Investing.com — The S&P 500 slumped Thursday, pressured by an SVB Financial-led slump in banking stocks just as investors remain on edge ahead of Friday’s jobs report that many fear could come in hot and cement the return of aggressive Federal Reserve rate hikes.

The S&P 500 fell 1.6%, the Dow Jones Industrial Average fell 1.5%, or 486 points, the Nasdaq Composite was down 1.8%.

SVB Financial Group (NASDAQ:SIVB) slumped more than 55% after the bank announced a $2.25 billion equity raise after revealing a $1.8B net loss and delivered negative annual and first quarter guidance amid the impact from higher interest rates.

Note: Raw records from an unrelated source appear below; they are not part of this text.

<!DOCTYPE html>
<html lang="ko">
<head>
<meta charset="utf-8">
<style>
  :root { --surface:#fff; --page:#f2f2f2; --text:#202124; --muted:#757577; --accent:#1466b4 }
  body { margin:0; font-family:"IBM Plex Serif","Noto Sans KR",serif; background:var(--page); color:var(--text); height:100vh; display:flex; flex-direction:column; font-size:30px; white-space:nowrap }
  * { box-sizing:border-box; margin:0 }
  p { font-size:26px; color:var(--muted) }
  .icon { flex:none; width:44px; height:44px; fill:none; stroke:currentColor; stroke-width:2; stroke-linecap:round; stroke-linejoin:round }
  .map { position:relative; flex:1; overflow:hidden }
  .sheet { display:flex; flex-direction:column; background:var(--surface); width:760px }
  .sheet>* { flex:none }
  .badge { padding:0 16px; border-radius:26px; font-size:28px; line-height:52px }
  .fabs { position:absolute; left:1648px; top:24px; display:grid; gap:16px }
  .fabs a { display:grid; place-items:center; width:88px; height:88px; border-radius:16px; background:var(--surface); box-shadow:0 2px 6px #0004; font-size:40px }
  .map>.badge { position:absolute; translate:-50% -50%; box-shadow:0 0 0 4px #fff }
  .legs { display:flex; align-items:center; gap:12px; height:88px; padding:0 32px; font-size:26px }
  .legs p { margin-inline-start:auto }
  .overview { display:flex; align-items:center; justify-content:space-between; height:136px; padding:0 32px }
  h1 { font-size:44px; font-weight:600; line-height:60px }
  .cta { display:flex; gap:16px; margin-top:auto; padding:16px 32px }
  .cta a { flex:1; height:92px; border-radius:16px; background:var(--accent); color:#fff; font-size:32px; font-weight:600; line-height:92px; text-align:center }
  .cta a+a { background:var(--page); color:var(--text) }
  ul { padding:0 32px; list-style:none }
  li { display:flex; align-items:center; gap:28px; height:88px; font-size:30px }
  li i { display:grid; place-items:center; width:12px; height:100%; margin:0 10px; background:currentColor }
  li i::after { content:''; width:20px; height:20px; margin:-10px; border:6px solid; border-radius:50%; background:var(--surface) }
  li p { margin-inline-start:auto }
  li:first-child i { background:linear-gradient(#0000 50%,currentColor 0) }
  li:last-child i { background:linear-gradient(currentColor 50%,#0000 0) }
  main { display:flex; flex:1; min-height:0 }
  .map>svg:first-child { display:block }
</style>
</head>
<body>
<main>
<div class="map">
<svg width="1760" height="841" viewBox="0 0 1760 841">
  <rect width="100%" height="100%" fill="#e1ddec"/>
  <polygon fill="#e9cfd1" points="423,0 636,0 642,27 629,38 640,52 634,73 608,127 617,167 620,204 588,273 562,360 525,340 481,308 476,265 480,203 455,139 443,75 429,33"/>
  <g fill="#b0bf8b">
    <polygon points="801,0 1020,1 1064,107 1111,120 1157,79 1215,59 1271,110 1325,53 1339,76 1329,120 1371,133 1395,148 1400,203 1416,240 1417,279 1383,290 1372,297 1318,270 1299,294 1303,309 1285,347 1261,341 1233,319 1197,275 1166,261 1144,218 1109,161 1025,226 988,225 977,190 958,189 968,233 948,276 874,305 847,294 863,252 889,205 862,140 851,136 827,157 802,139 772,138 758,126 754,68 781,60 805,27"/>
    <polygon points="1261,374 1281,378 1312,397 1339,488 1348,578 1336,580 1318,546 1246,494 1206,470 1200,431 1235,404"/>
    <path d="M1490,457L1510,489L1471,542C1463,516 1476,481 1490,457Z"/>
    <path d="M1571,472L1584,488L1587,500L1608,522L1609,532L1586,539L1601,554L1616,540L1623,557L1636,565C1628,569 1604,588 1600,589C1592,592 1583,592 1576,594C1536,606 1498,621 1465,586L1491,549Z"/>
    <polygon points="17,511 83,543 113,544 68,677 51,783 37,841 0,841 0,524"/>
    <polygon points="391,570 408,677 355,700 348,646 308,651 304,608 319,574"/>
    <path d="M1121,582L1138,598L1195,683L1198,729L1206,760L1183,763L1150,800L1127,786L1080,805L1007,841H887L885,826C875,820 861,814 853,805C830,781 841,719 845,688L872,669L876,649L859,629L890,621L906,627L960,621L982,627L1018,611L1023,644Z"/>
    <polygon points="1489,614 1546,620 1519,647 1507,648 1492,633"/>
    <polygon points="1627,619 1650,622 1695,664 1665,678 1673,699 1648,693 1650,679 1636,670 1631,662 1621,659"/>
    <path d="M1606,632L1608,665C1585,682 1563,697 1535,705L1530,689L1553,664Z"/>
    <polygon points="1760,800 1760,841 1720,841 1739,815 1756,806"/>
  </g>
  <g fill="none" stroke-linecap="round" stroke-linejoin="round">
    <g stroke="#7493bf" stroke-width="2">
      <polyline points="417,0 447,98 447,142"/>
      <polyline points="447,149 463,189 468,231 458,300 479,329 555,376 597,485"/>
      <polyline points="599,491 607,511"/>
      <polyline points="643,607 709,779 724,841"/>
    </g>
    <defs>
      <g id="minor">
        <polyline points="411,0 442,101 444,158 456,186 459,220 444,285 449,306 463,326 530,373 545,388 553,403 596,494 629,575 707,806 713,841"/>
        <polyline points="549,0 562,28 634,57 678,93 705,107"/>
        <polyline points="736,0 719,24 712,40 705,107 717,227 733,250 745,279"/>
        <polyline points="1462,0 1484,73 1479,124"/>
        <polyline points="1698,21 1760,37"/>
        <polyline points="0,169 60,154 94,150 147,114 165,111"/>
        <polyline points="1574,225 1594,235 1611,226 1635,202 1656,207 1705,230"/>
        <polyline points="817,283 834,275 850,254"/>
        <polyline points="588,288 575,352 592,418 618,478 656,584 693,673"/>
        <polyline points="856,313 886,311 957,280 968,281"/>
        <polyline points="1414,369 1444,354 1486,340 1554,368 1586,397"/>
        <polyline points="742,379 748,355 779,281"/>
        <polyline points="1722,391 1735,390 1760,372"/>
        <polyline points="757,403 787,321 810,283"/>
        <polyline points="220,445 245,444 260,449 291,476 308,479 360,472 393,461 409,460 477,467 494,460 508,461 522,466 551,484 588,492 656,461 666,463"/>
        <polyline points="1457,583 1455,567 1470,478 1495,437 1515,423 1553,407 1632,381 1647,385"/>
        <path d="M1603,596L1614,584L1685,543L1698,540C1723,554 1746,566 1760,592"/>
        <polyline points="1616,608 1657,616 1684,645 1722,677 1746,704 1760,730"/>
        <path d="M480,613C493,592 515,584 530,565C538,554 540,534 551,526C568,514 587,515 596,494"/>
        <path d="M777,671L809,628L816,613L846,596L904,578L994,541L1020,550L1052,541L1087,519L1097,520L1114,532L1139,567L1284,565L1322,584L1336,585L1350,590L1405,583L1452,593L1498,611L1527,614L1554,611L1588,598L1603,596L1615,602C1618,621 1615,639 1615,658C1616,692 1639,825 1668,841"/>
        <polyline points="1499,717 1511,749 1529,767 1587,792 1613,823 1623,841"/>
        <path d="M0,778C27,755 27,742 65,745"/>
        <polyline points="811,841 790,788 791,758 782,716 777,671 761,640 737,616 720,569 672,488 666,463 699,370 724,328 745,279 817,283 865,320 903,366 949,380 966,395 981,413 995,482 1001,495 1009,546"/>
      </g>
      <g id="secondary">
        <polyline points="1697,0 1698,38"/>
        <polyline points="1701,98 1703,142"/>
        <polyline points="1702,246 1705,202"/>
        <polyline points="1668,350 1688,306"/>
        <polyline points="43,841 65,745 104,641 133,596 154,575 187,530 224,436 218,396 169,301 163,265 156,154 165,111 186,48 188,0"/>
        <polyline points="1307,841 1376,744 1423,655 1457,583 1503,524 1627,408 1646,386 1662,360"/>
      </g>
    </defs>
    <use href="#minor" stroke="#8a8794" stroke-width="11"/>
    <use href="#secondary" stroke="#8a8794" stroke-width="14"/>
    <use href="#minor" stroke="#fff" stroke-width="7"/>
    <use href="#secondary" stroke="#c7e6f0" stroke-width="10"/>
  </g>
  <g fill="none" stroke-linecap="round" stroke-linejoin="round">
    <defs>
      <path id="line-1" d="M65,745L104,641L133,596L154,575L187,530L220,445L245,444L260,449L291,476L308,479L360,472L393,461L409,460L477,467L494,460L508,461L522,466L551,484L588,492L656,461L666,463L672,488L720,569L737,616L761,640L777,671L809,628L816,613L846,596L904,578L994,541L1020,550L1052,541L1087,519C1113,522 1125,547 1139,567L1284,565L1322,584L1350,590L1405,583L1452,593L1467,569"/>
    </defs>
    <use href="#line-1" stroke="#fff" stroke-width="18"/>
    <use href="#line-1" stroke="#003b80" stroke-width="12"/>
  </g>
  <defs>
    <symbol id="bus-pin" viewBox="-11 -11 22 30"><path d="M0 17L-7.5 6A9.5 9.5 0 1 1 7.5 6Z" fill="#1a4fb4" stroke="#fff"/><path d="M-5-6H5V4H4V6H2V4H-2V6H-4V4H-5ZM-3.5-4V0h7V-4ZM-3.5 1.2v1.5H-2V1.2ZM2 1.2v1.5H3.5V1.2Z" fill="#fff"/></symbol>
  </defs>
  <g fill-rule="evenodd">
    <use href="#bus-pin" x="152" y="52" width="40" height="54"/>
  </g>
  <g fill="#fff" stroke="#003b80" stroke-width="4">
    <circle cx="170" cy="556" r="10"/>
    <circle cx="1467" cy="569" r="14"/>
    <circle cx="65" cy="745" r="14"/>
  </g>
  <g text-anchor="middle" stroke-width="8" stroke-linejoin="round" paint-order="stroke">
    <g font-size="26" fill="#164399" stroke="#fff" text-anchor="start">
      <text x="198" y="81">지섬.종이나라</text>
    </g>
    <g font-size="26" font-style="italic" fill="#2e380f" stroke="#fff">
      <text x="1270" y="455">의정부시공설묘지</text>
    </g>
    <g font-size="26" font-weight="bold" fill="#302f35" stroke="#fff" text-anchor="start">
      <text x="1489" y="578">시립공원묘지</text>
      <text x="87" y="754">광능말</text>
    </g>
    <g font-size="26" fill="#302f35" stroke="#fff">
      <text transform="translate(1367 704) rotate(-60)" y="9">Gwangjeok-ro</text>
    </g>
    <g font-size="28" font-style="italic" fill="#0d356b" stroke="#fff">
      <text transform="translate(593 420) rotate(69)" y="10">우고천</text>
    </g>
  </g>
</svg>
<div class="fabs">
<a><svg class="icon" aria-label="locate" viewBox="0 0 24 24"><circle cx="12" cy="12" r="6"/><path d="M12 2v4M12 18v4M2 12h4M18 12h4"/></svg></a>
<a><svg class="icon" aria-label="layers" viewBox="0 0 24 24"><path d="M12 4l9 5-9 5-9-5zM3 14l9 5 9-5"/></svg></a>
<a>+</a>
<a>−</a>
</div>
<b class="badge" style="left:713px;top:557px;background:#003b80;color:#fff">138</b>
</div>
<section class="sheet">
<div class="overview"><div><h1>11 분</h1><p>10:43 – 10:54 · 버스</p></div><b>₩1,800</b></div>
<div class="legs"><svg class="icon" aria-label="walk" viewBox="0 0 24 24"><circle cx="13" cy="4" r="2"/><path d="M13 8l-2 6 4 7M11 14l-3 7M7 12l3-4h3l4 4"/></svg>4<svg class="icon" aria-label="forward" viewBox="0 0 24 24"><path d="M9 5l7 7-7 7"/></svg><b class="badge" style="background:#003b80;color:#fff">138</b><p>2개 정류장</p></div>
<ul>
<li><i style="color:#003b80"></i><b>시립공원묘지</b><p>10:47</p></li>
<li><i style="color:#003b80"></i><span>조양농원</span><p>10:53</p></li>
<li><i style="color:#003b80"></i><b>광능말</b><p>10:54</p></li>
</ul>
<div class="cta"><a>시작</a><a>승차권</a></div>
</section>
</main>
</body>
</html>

Unlike most banks, which are helped by rising rates, SIVB is “generally hurt by them,” Oppenheimer says, as its deposit base is “generally made up of commercial customers who are rate-sensitive.”

The slump in SIVB further soured the sentiment on banking stocks, which have been pressured by a deeper inversion in the yield curve – a harbinger for a recession.

The yield on the 2-year Treasury bond briefly jumped more than 100 basis points above the yield on the 10-year Treasury note, the deepest inversion since 1981.

Bank of America Corp (NYSE:BAC), Wells Fargo & Company (NYSE:WFC), and JPMorgan Chase & Co (NYSE:JPM) were down more than 5%, while crypto bank Silvergate Capital (NYSE:SI) plummeted 20% as it looks to wind down operations following a $1B loss in Q4.

Technology also played a role in the broader market, paced by a more than 1% stumble in Meta Platforms (NASDAQ:META).

General Electric (NYSE:GE), up nearly 7%, bucked the trend lower after it reaffirmed 2023 guidance, forecasting adjusted earnings per share of $1.60 to $2.00 high-single-digit organic revenue growth.

PayPal (NASDAQ:PYPL) also remained above the flatline after chief executive Daniel Schulman said the company was seeing better-than-expected performance across the business amid a pick-up in consumer spending.

In other news, General Motors (NYSE:GM) fell 4% after the automaker flagged a $1.5B hit from its voluntary separation program that will seek to buy out the “majority” of salaried stuff.

The slump on Wall Street comes just a day ahead of the nonfarm payrolls report that is expected to show that the economy created 205,000 jobs in February.